Lots of people, millions of us, still like the unlikeable Hillary Clinton.
It was always a damnable and sinister lie that there was "low enthusiasm" for the country's first female nominee from a major party. A useful and ubiquitous lie, but a lie all the same.
It is a lie with which her most devoted haters have a hard time reckoning. She is, after all, the most scrutinized candidate ever to run, and, despite mendacious narratives to the contrary, the most transparent. If her supporters know her as well as any public figure can ever be known, and still like her, then how can she be the monster they accuse her of being?
The haters' rap on Hillary is that her supporters don't really know her — that she is deceitful, inauthentic, a chronic liar, a compulsive concealer of her multitudinous misdeeds, which include everything from accepting speaking fees to cold-blooded murder.
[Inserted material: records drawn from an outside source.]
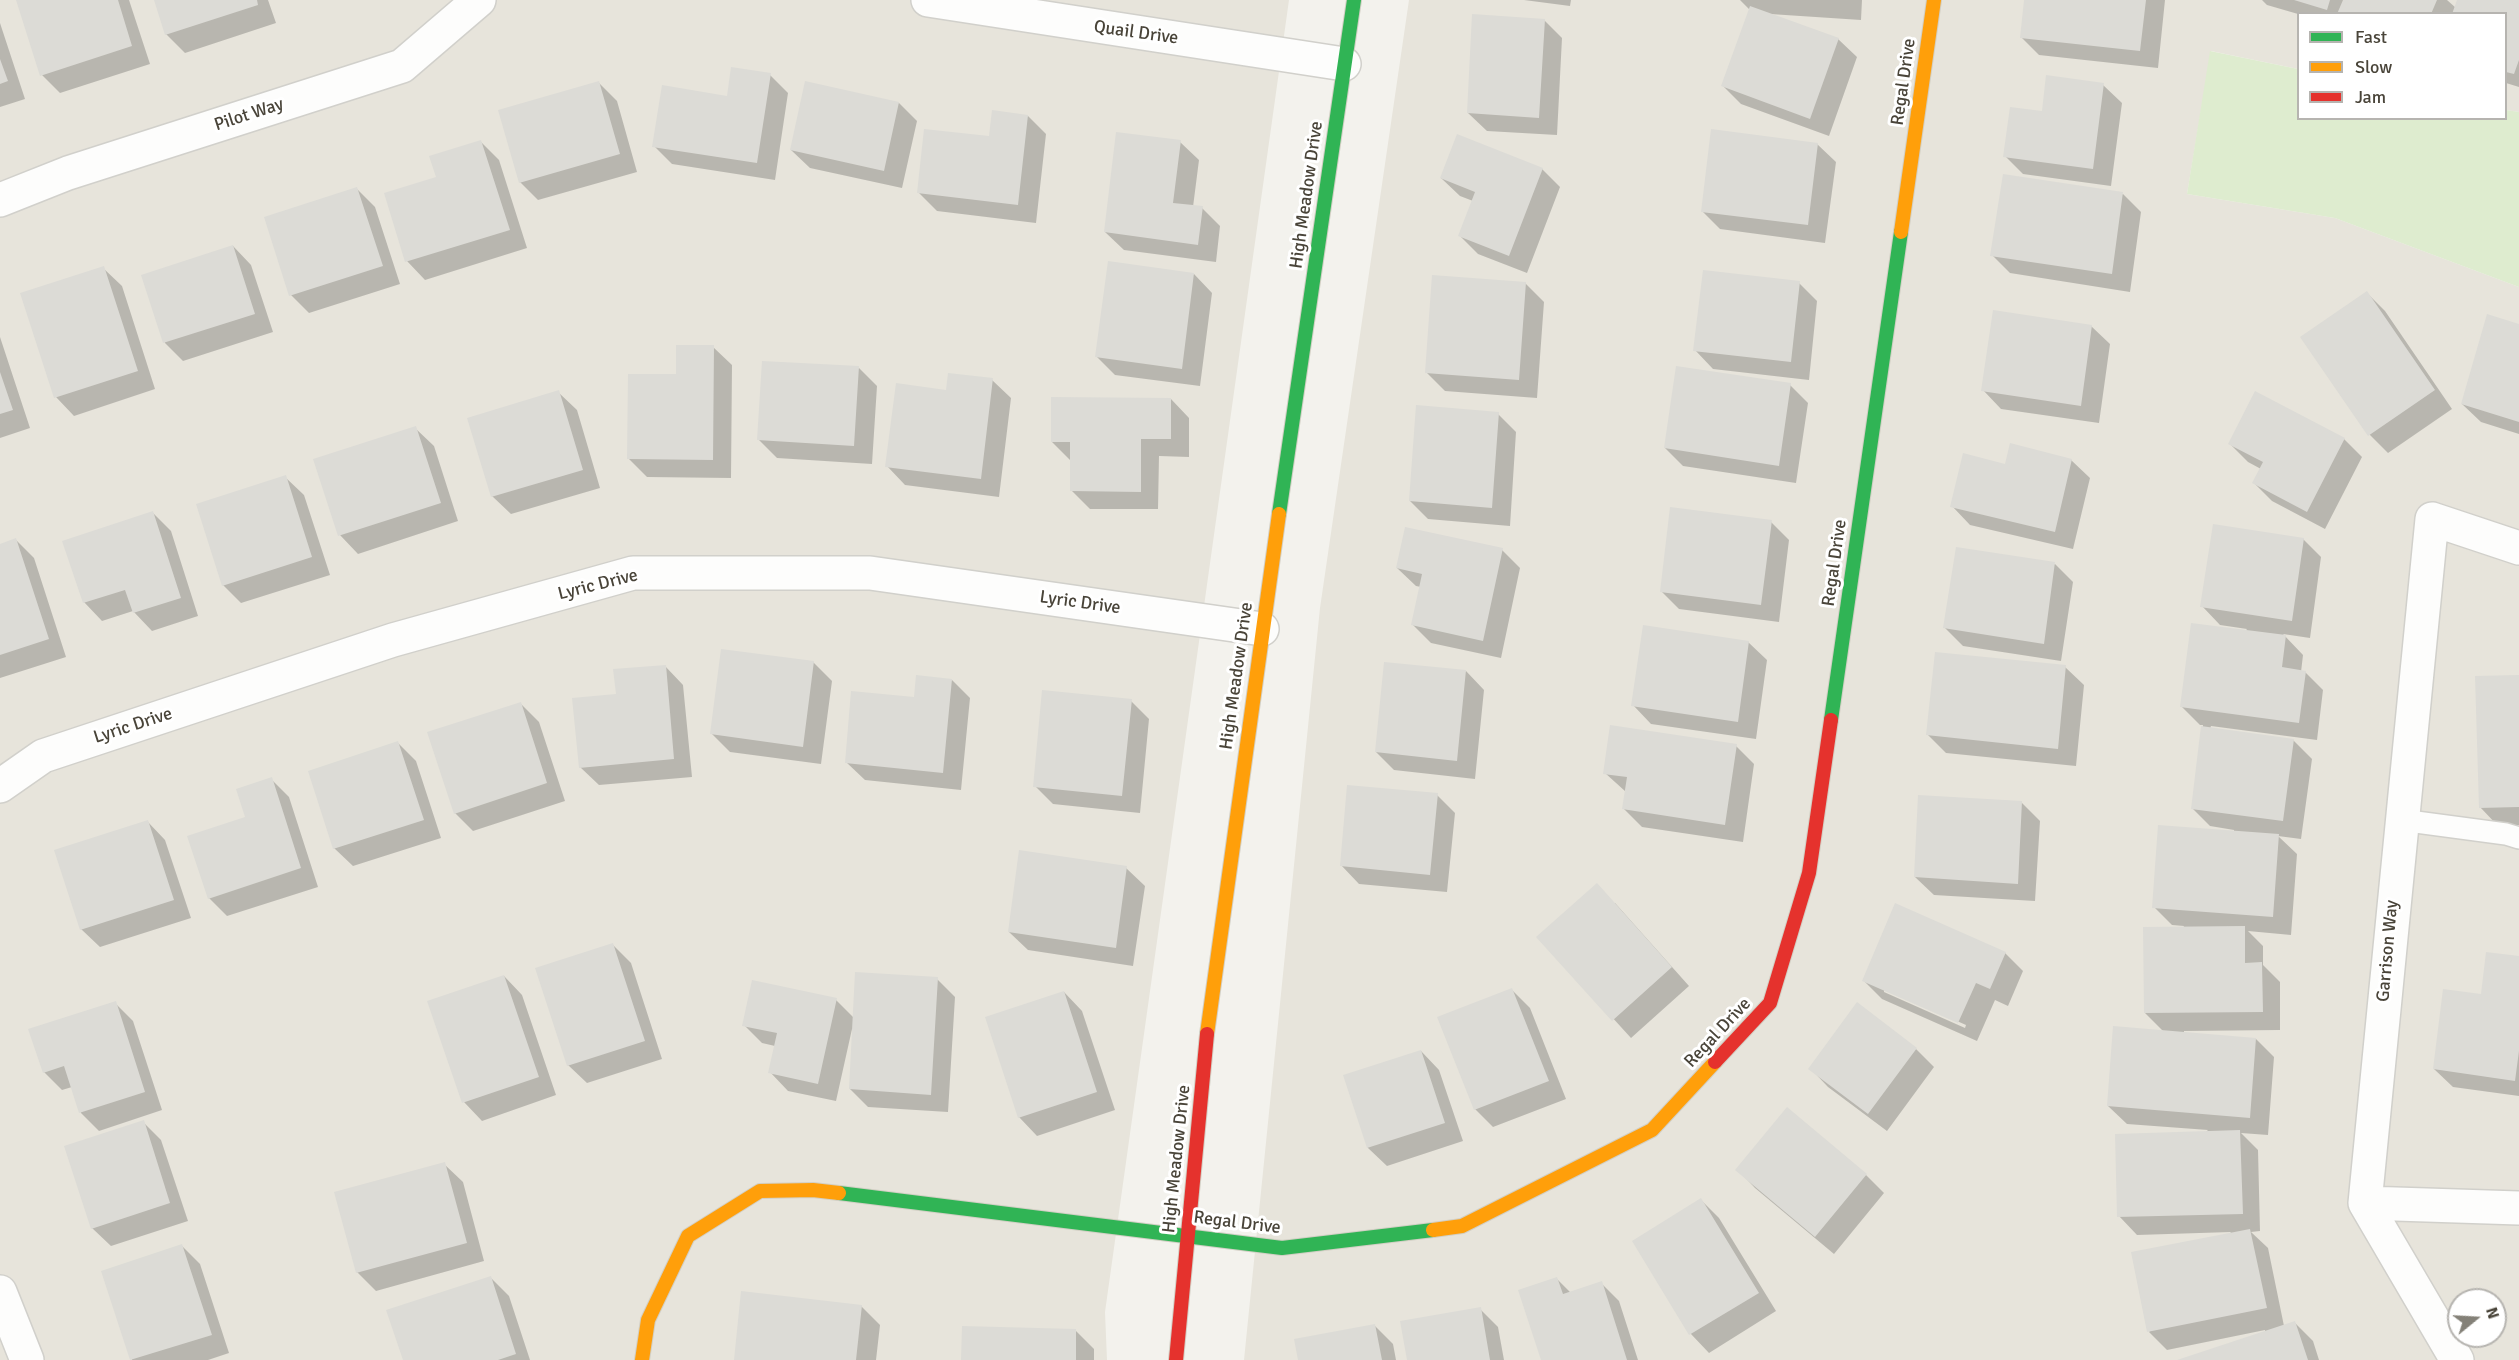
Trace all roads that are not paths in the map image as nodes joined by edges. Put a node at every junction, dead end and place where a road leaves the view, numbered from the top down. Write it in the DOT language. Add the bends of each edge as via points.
graph roads {
  1 [pos="479,0"];
  2 [pos="927,0"];
  3 [pos="1354,0"];
  4 [pos="1934,0"];
  5 [pos="1344,64"];
  6 [pos="0,200"];
  7 [pos="2519,548"];
  8 [pos="1262,629"];
  9 [pos="0,786"];
  10 [pos="2401,820"];
  11 [pos="2519,838"];
  12 [pos="2365,1203"];
  13 [pos="2519,1208"];
  14 [pos="1187,1235"];
  15 [pos="0,1292"];
  16 [pos="27,1360"];
  17 [pos="642,1360"];
  18 [pos="1176,1360"];
  19 [pos="2457,1360"];
  1 -- 6 [label="street, Pilot Way" via="402,66 68,173"];
  2 -- 5 [label="street, Quail Drive"];
  3 -- 5 [label="street, High Meadow Drive"];
  4 -- 14 [label="street, Regal Drive" via="1809,873 1770,1003 1652,1130 1462,1226 1282,1248"];
  5 -- 8 [label="street, High Meadow Drive"];
  7 -- 10 [label="street, Garrison Way" via="2432,519"];
  8 -- 9 [label="street, Lyric Drive" via="870,573 633,573 393,640 43,756"];
  8 -- 14 [label="street, High Meadow Drive" via="1209,1023"];
  10 -- 11 [label="lane"];
  10 -- 12 [label="street, Garrison Way"];
  12 -- 13 [label="street"];
  12 -- 19 [label="street"];
  14 -- 17 [label="street, Regal Drive" via="813,1190 760,1191 688,1236 648,1320"];
  14 -- 18 [label="street, High Meadow Drive"];
  15 -- 16 [label="street"];
}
But we know. We know her actual failures, and we know all the invented malefactions that have been attributed to her for four decades. We have been urged to "wake up" and "do some research" on Who Hillary Clinton Really Is, but being a Hillary Clinton supporter means that you can't avoid the legitimate criticisms and wild-ass conspiracy theories about her powerful depravity even if you wanted to.
There isn't a valid concern or fringe-spun demon fantasy about Hillary Clinton that I haven't heard. There isn't a mistake she's made or a policy disagreement I have with her that I haven't long and thoughtfully considered. There isn't a horseshit nightmare narrative about her that can be posed to me which I haven't gathered the facts to dispute.
Which is a problem for her haters. They can't convince me not to like her.
And nothing annoys them more than that. Because it's not enough that they hate her. They want everyone else to hate her, too.
It's easy to imagine that this strange dynamic is unique to Hillary Clinton, but it isn't. It only seems that way because of her unusual prominence.
One of the most basic precepts of a patriarchal culture is that women aren't to be liked. Used, consumed, exploited, but never liked. Never respected. Never admired.
Especially not by other women.
Women who like and respect and admire one another are dangerous. We are socialized to hate each other (and ourselves), to think of ourselves and one another as less than, and to regard each other with suspicion and contempt — competitors for resources and opportunities and affection.
Even most feminist women have to make a habit of liking women, of rewriting that entrainment to reflexively see other women in negative terms, and replacing it with a spirit of sisterhood. A lot of women exceptionalize the women in their lives in the same way men do. My group of female friends having fun at this bar is awesome; that other group of female friends having fun at this bar is a bunch of skanks. That is the way we are all socialized to view women — their individual value determined by proximity and affiliation, rather than merit.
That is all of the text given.